**GOAL OF THE EXERCISE:** State the number of lines in these records that include the word "data", and add nothing to it.

**RECORDED INFORMATION:**
=== Section Start ===

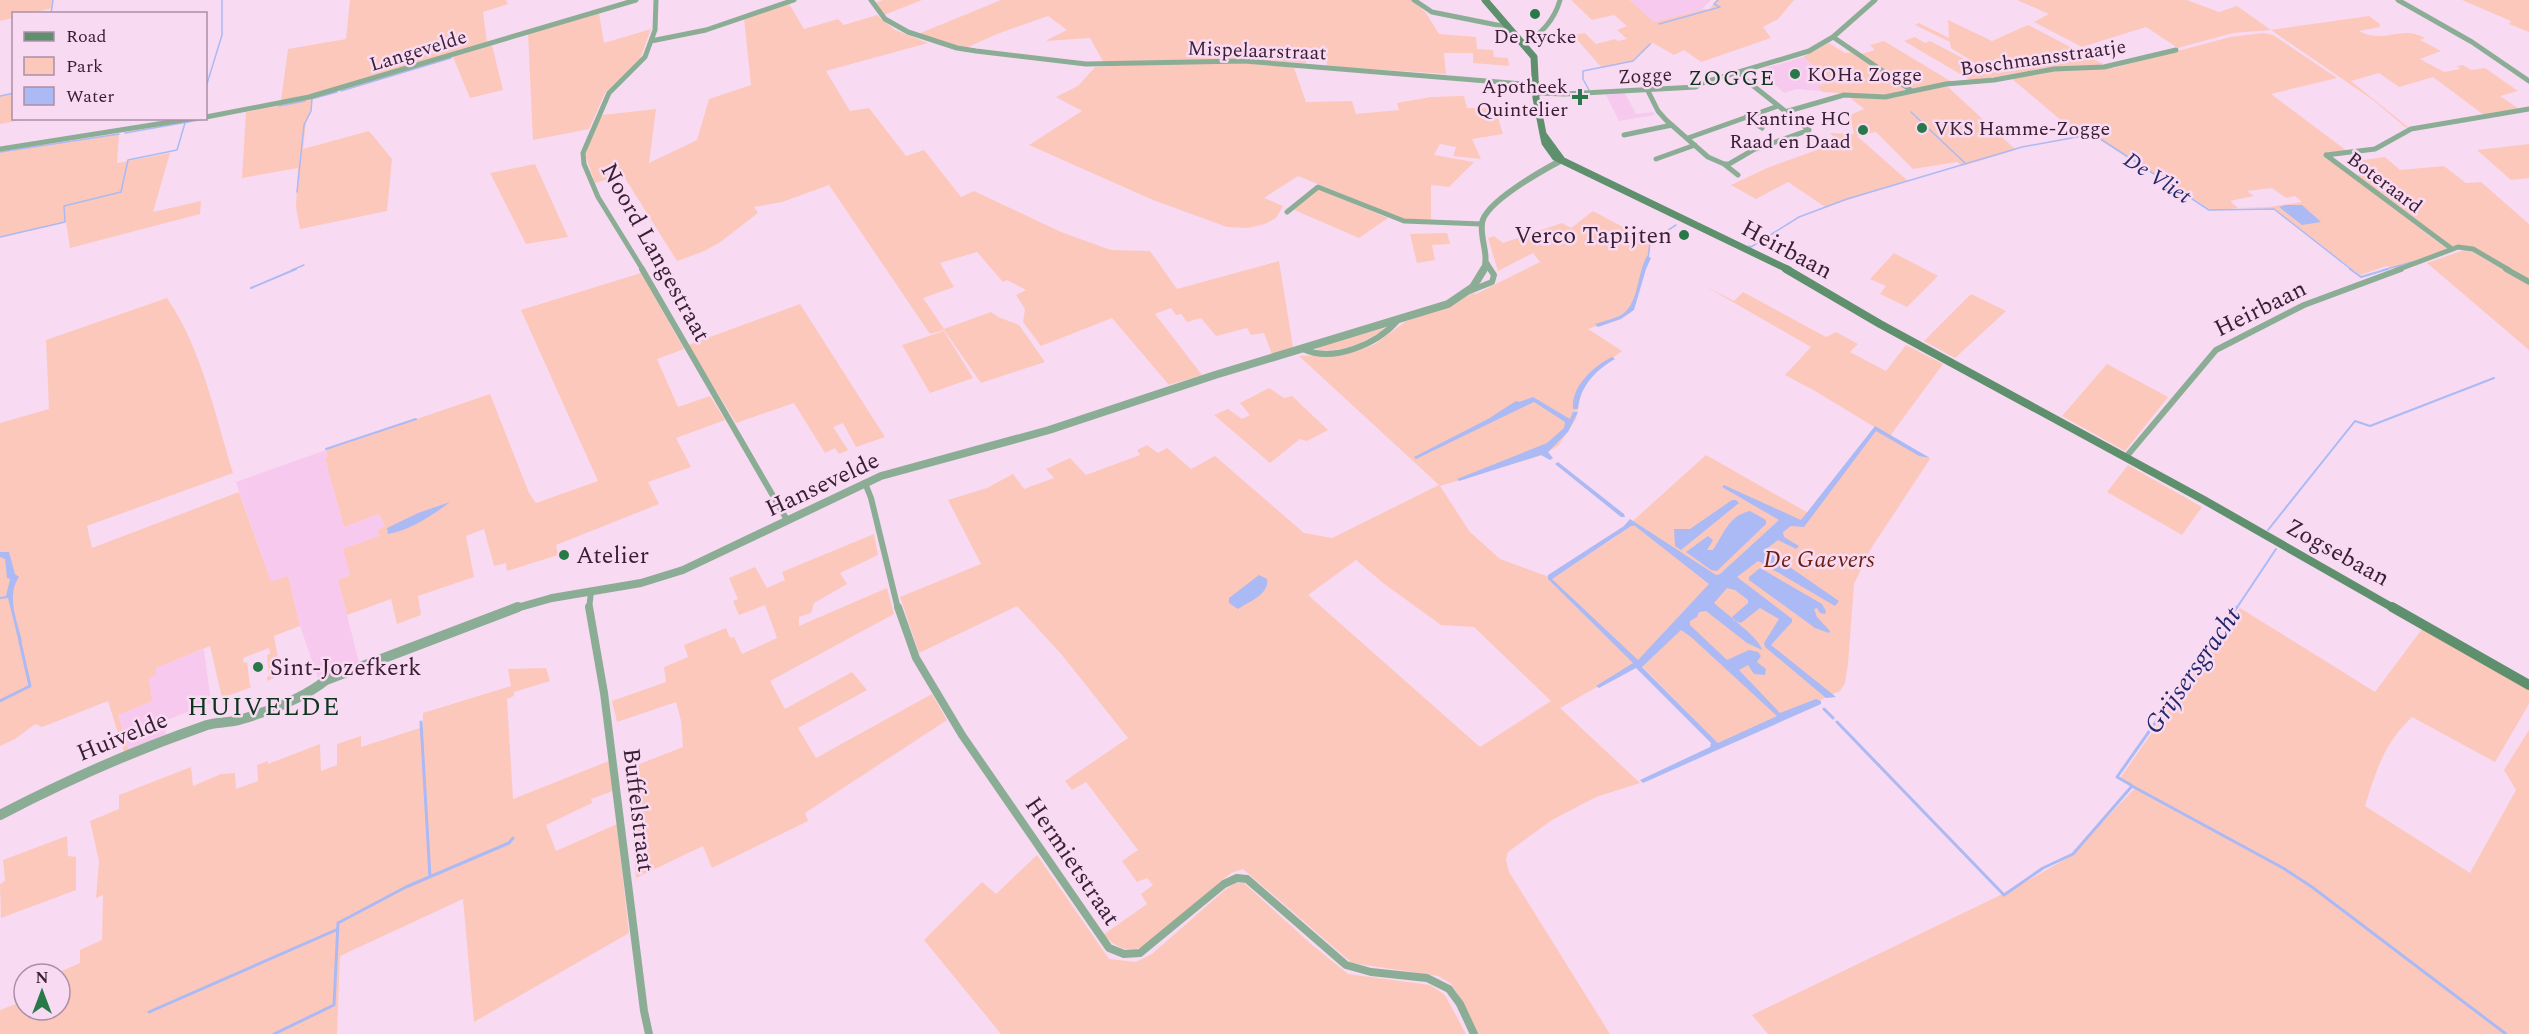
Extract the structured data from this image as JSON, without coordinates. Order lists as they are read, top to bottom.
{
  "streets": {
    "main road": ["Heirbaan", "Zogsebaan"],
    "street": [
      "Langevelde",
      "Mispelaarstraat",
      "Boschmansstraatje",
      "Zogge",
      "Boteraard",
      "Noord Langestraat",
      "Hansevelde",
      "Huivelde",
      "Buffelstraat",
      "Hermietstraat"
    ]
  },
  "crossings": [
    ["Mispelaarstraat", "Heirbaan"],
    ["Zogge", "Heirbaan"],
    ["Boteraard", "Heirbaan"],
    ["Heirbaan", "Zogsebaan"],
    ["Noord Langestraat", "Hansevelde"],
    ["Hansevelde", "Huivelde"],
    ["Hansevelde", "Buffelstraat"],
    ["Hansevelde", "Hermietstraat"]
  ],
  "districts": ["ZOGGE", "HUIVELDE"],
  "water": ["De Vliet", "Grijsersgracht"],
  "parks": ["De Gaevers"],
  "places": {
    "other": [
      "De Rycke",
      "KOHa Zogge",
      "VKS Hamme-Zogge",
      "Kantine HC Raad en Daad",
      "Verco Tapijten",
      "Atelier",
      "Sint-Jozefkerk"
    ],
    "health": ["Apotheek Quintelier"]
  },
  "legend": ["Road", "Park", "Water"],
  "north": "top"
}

=== Section End ===
=== Section Start ===

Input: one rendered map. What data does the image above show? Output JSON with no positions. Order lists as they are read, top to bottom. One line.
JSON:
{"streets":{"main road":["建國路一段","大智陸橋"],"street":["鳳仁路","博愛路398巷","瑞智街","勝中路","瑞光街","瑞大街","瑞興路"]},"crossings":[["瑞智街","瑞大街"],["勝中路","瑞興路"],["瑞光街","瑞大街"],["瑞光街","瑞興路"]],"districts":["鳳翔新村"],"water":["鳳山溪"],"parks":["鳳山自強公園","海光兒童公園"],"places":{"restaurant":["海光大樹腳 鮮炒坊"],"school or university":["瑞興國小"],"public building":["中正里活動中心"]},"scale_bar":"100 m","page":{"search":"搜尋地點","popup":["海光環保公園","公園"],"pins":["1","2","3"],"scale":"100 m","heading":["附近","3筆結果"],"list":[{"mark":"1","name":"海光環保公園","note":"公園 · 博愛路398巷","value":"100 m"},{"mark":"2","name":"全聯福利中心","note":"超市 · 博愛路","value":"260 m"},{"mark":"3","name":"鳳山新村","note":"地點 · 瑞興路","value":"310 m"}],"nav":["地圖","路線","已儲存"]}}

=== Section End ===

**RESULT OF THE TASK:** 2